**What is expected:**
Give back, unaltered, the lines from the one with "Trace the roads" to the end of the material, omitting pictures.

# # # # #

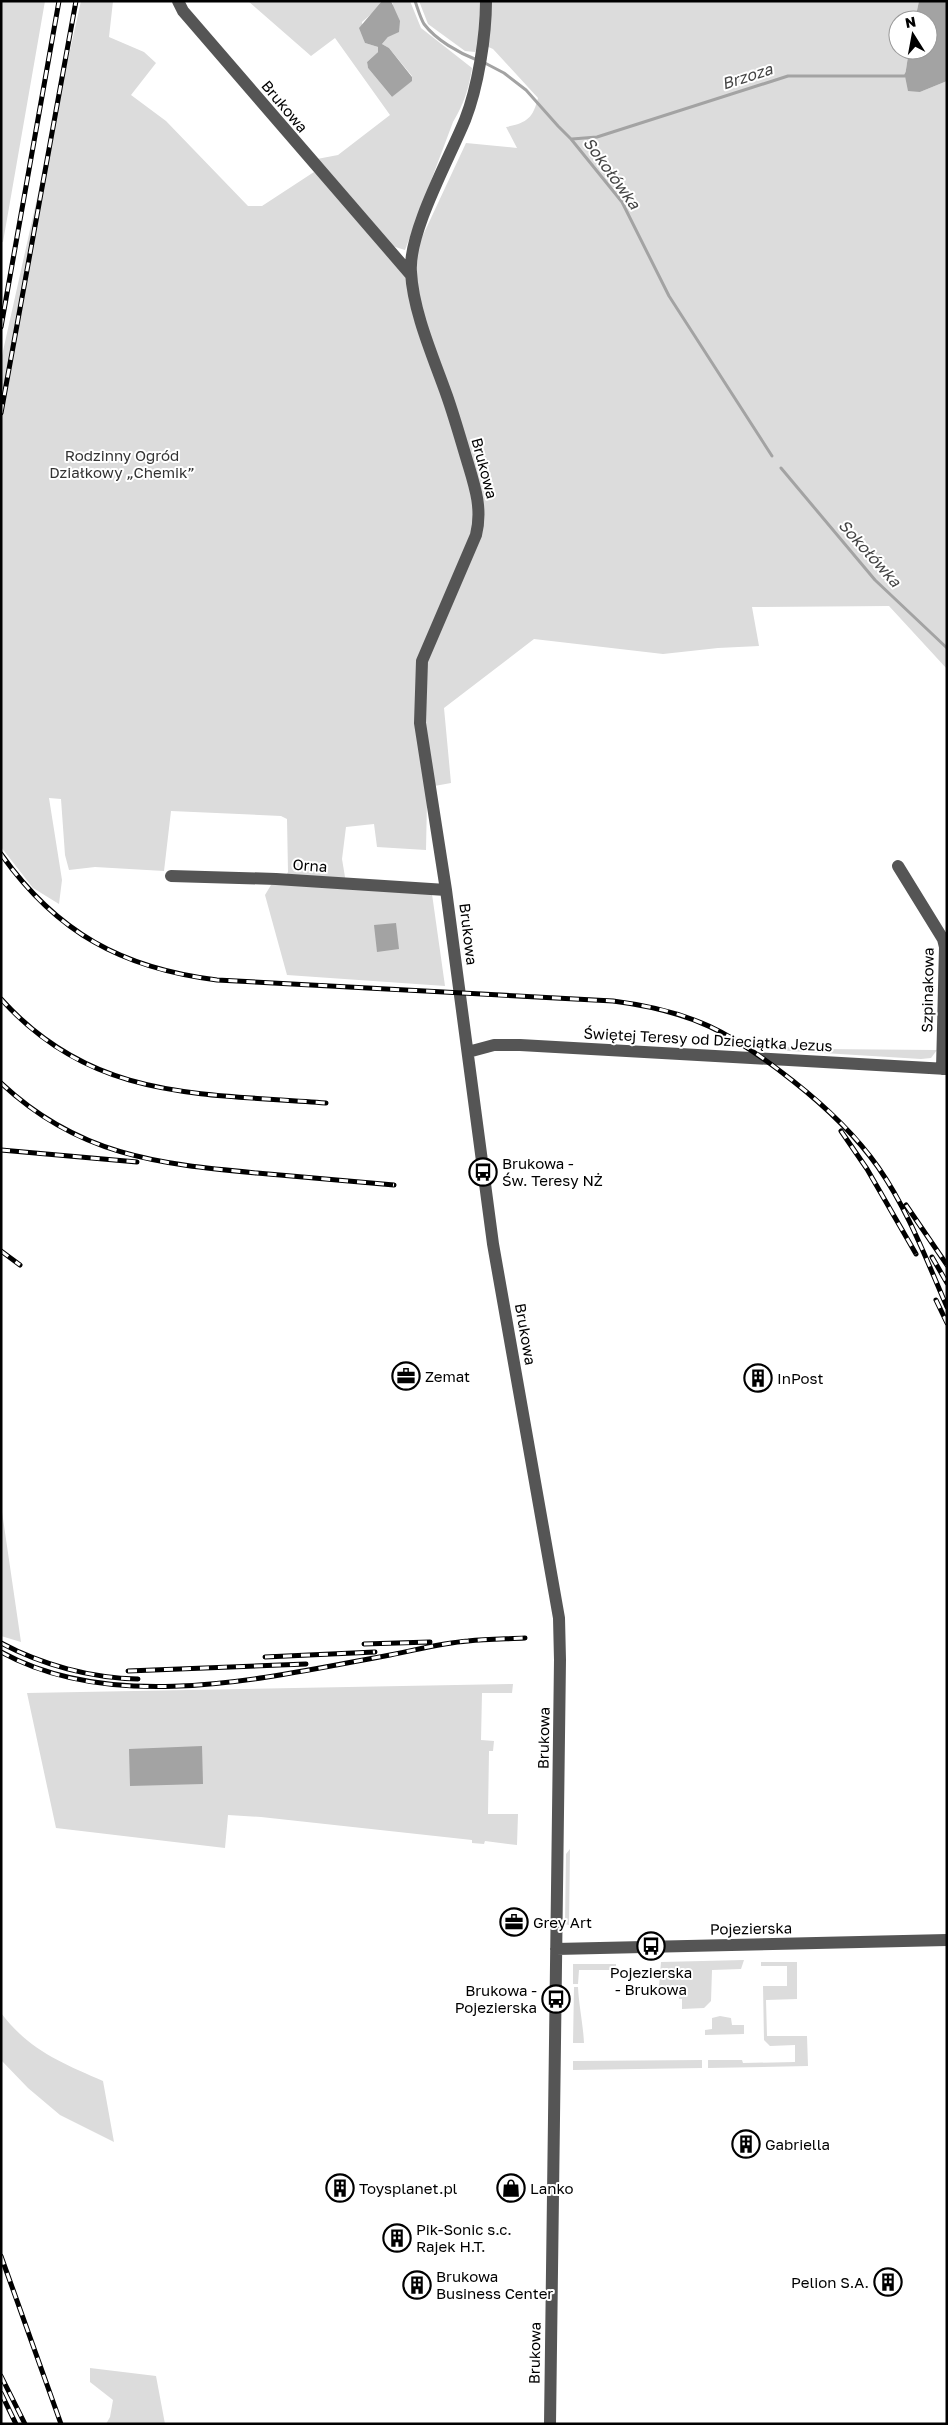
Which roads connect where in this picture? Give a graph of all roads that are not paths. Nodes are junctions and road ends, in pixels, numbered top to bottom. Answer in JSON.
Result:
{"nodes":[{"id":1,"x":178,"y":1,"type":"edge"},
{"id":2,"x":486,"y":1,"type":"edge"},
{"id":3,"x":411,"y":275,"type":"junction"},
{"id":4,"x":898,"y":866,"type":"dead end"},
{"id":5,"x":171,"y":876,"type":"dead end"},
{"id":6,"x":446,"y":890,"type":"junction"},
{"id":7,"x":468,"y":1052,"type":"junction"},
{"id":8,"x":945,"y":1069,"type":"edge"},
{"id":9,"x":947,"y":1940,"type":"edge"},
{"id":10,"x":556,"y":1949,"type":"junction"},
{"id":11,"x":550,"y":2424,"type":"edge"}],
"edges":[{"from":1,"to":3,"type":"street","name":"Brukowa"},
{"from":2,"to":3,"type":"street","name":"Brukowa"},
{"from":3,"to":6,"type":"street","name":"Brukowa"},
{"from":4,"to":8,"type":"street","name":"Szpinakowa"},
{"from":5,"to":6,"type":"street","name":"Orna"},
{"from":6,"to":7,"type":"street","name":"Brukowa"},
{"from":7,"to":8,"type":"street","name":"Świętej Teresy od Dzieciątka Jezus"},
{"from":7,"to":10,"type":"street","name":"Brukowa"},
{"from":9,"to":10,"type":"street","name":"Pojezierska"},
{"from":10,"to":11,"type":"street","name":"Brukowa"}]}
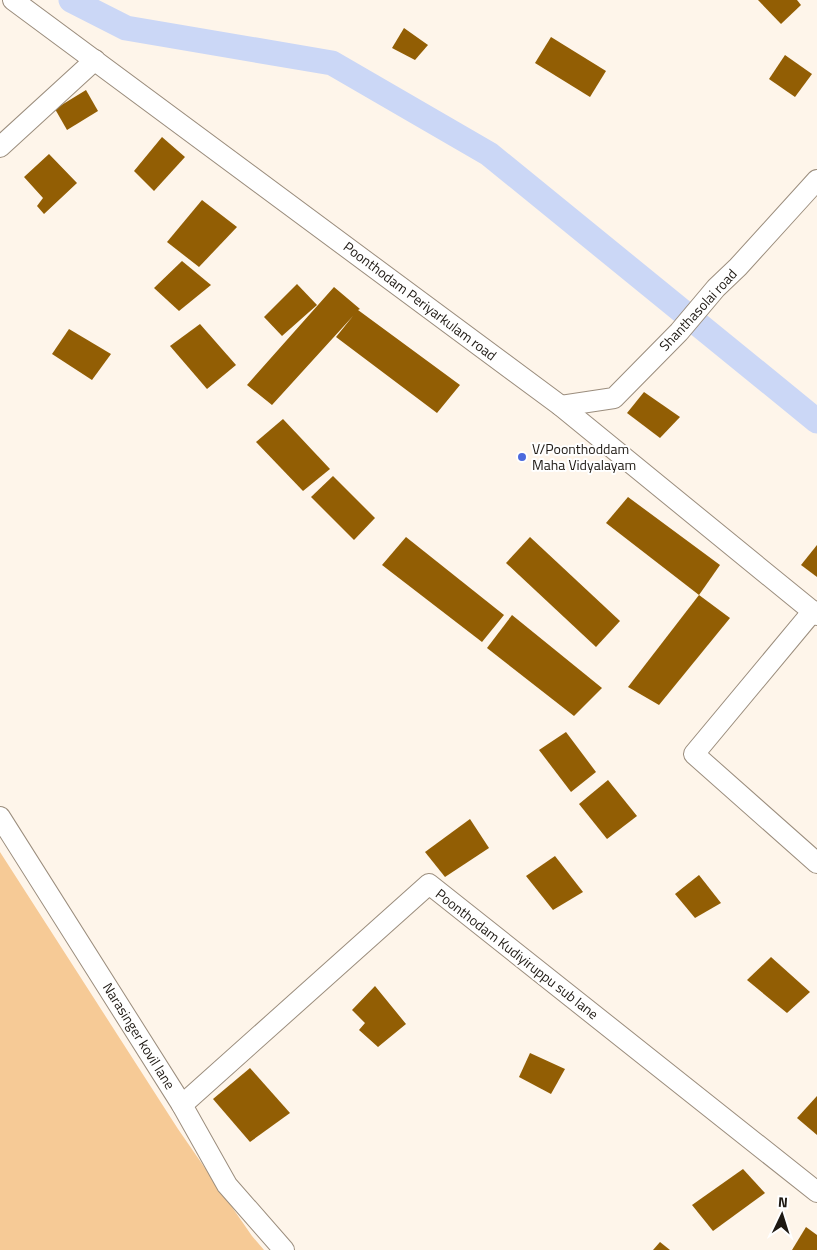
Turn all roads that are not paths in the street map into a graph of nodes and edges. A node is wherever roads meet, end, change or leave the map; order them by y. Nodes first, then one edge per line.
1 (12, 0) edge
2 (95, 60) junction
3 (0, 147) edge
4 (817, 180) edge
5 (561, 406) junction
6 (815, 613) edge
7 (0, 817) edge
8 (817, 863) edge
9 (182, 1105) junction
10 (817, 1192) edge
11 (284, 1250) edge

1 - 2 street, Poonthodam Periyarkulam road
2 - 3 street
2 - 5 street, Poonthodam Periyarkulam road
4 - 5 street, Shanthasolai road
5 - 6 street, Poonthodam Periyarkulam road
6 - 8 street
7 - 9 street, Narasinger kovil lane
9 - 10 street, Poonthodam Kudiyiruppu sub lane
9 - 11 street, Narasinger kovil lane

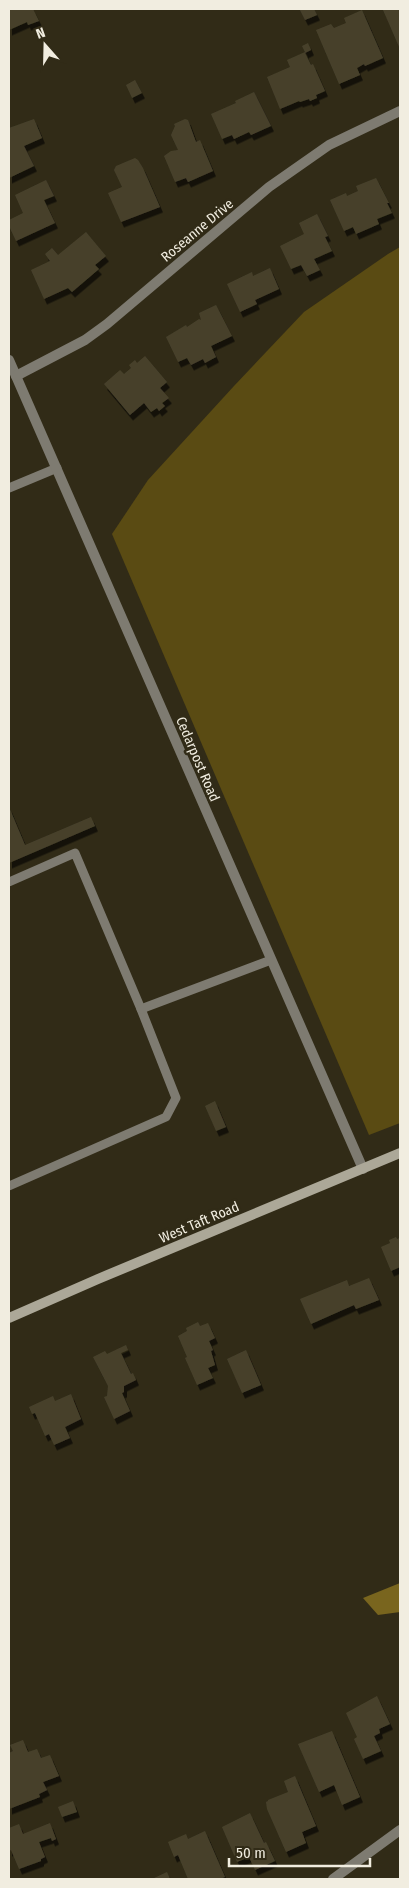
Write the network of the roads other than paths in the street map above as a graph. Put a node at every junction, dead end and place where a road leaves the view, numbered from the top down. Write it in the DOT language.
graph roads {
  1 [pos="400,111"];
  2 [pos="9,360"];
  3 [pos="16,376"];
  4 [pos="57,468"];
  5 [pos="10,485"];
  6 [pos="9,882"];
  7 [pos="271,960"];
  8 [pos="141,1009"];
  9 [pos="400,1153"];
  10 [pos="363,1169"];
  11 [pos="9,1186"];
  12 [pos="9,1318"];
  13 [pos="400,1830"];
  14 [pos="333,1879"];
  1 -- 3 [label="street, Roseanne Drive"];
  2 -- 3 [label="street, Cedarpost Road"];
  3 -- 4 [label="street, Cedarpost Road"];
  4 -- 5 [label="lane"];
  4 -- 7 [label="street, Cedarpost Road"];
  6 -- 8 [label="lane"];
  7 -- 8 [label="lane"];
  7 -- 10 [label="street, Cedarpost Road"];
  8 -- 11 [label="lane"];
  9 -- 10 [label="main road, West Taft Road"];
  10 -- 12 [label="main road, West Taft Road"];
  13 -- 14 [label="street"];
}
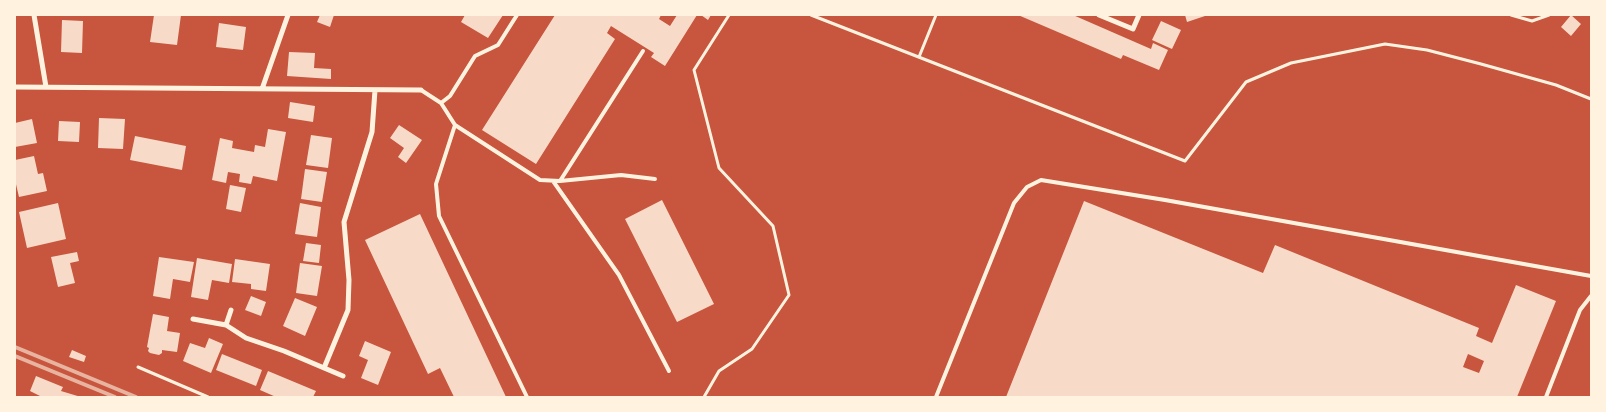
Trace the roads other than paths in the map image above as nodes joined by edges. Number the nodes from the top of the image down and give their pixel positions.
1 (34, 15) edge
2 (288, 15) edge
3 (516, 15) edge
4 (1100, 15) edge
5 (1139, 15) edge
6 (643, 51) dead end
7 (15, 87) edge
8 (46, 87) junction
9 (262, 89) junction
10 (375, 90) junction
11 (421, 90) joint
12 (441, 103) junction
13 (455, 125) junction
14 (655, 179) dead end
15 (553, 181) junction
16 (560, 181) junction
17 (1591, 276) edge
18 (1591, 296) edge
19 (231, 310) dead end
20 (193, 319) dead end
21 (226, 325) junction
22 (324, 368) junction
23 (669, 371) dead end
24 (343, 376) dead end
25 (527, 397) edge
26 (936, 397) edge
27 (1546, 397) edge

1 - 8 street
2 - 9 street
3 - 12 lane
4 - 5 street
6 - 16 lane
7 - 8 street
8 - 9 street
9 - 10 street
10 - 11 street
10 - 22 street
11 - 12 lane
12 - 13 lane
13 - 15 lane
13 - 25 lane
14 - 16 lane
15 - 16 lane
15 - 23 lane
17 - 26 lane
18 - 27 lane
19 - 21 street
20 - 21 street
21 - 22 street
22 - 24 street

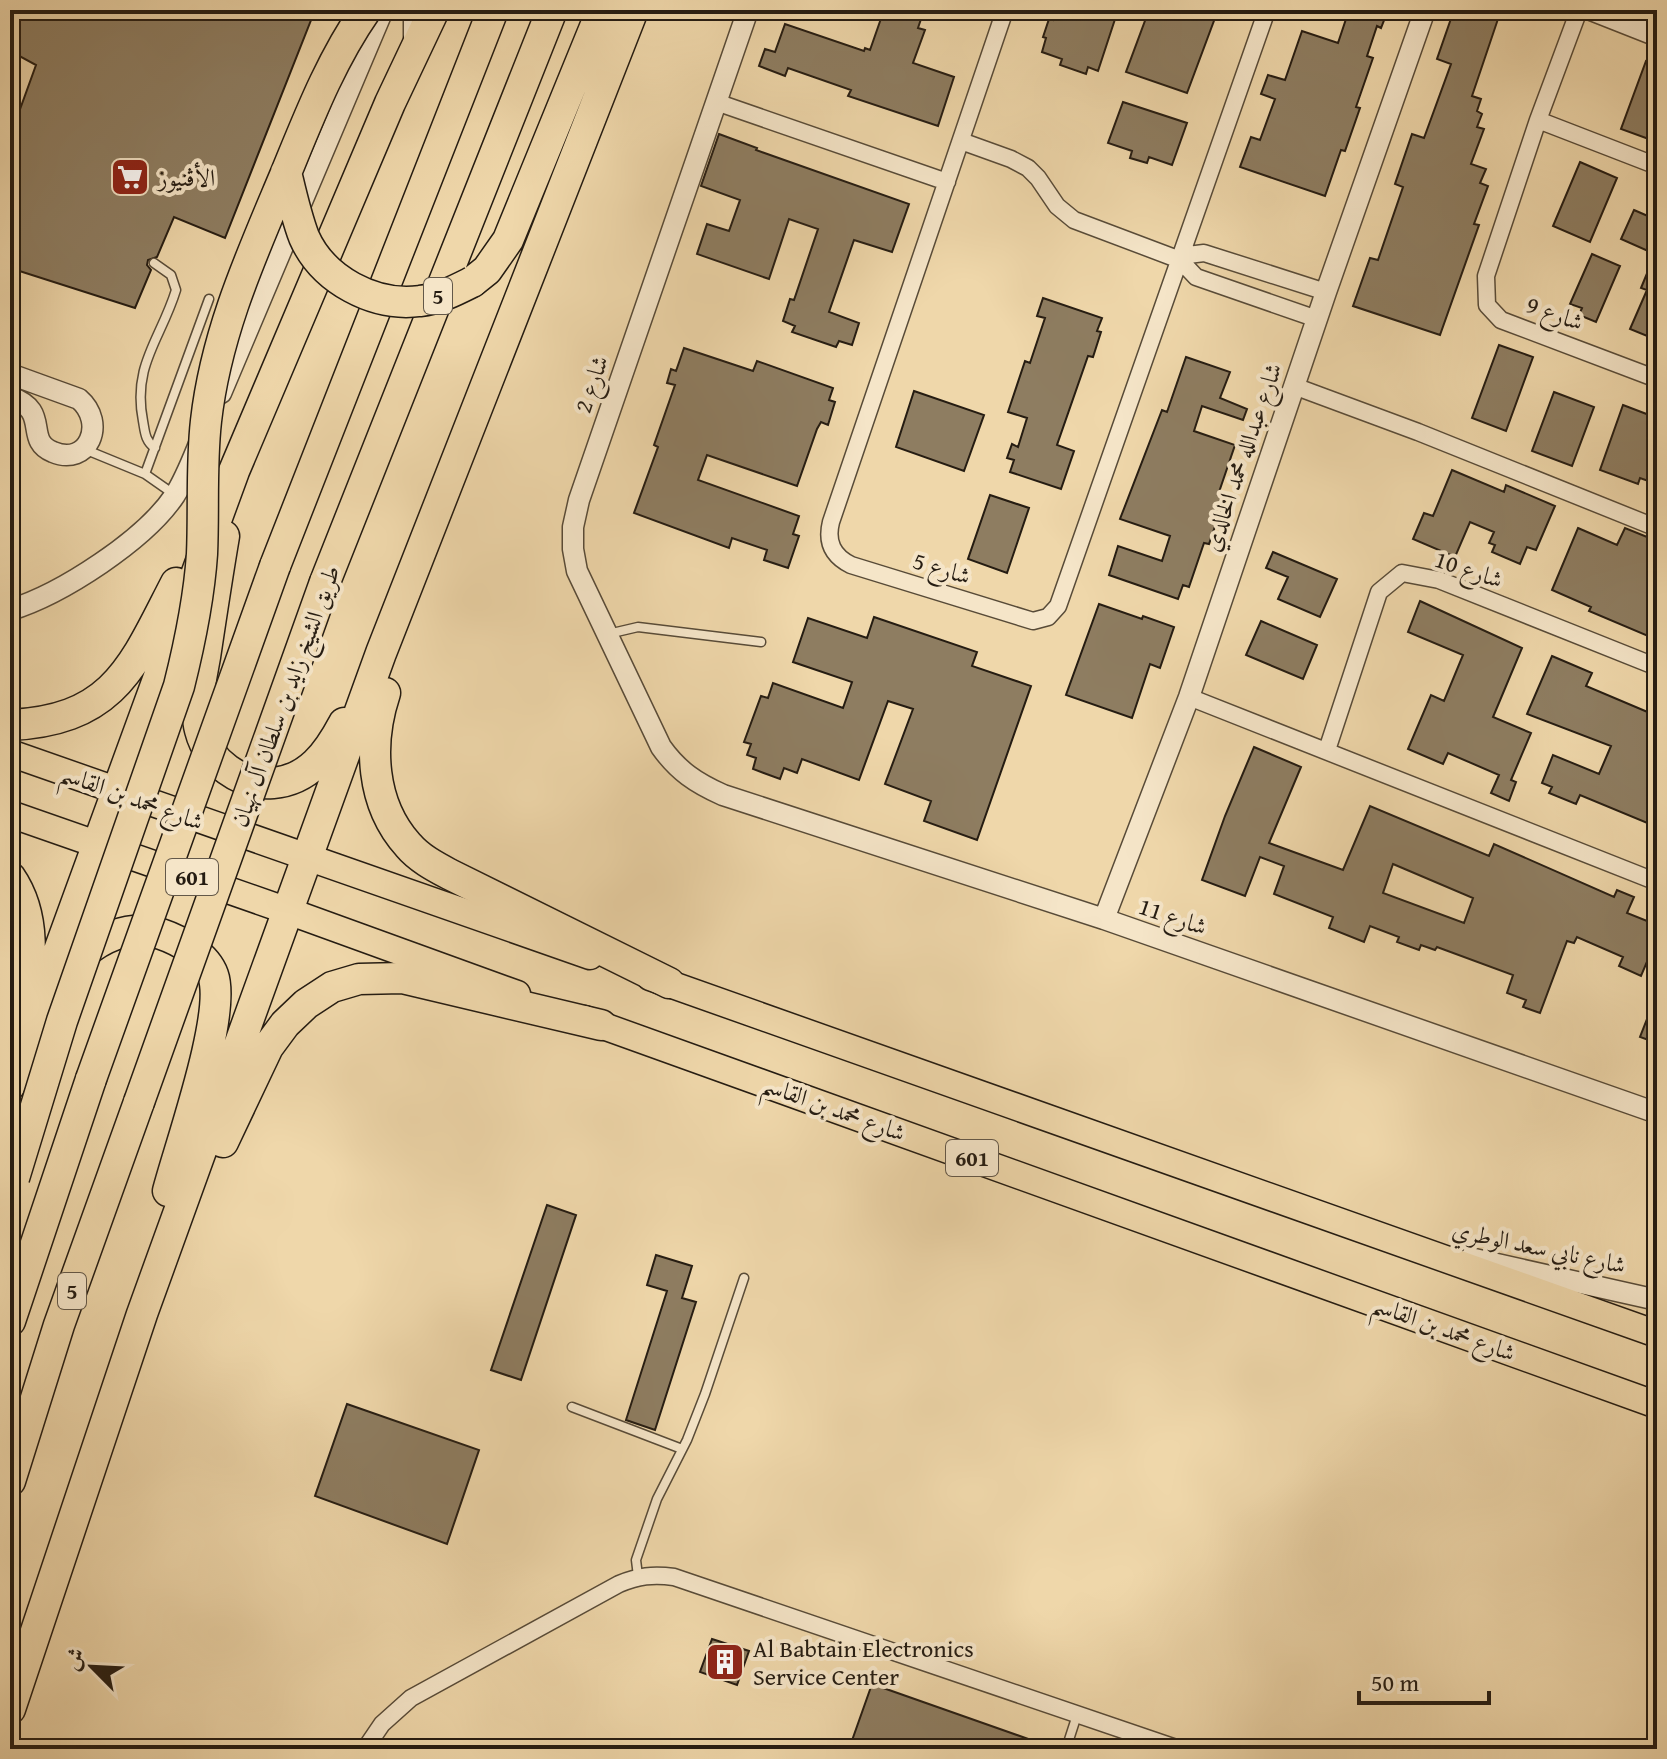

# # # # #

**Task response:**
Trace the roads other than paths in the map image above as nodes joined by edges. Number the nodes from the top of the image down and give their pixel positions.
1 (34, 15) edge
2 (288, 15) edge
3 (516, 15) edge
4 (1100, 15) edge
5 (1139, 15) edge
6 (643, 51) dead end
7 (15, 87) edge
8 (46, 87) junction
9 (262, 89) junction
10 (375, 90) junction
11 (421, 90) joint
12 (441, 103) junction
13 (455, 125) junction
14 (655, 179) dead end
15 (553, 181) junction
16 (560, 181) junction
17 (1591, 276) edge
18 (1591, 296) edge
19 (231, 310) dead end
20 (193, 319) dead end
21 (226, 325) junction
22 (324, 368) junction
23 (669, 371) dead end
24 (343, 376) dead end
25 (527, 397) edge
26 (936, 397) edge
27 (1546, 397) edge

1 - 8 street
2 - 9 street
3 - 12 lane
4 - 5 street
6 - 16 lane
7 - 8 street
8 - 9 street
9 - 10 street
10 - 11 street
10 - 22 street
11 - 12 lane
12 - 13 lane
13 - 15 lane
13 - 25 lane
14 - 16 lane
15 - 16 lane
15 - 23 lane
17 - 26 lane
18 - 27 lane
19 - 21 street
20 - 21 street
21 - 22 street
22 - 24 street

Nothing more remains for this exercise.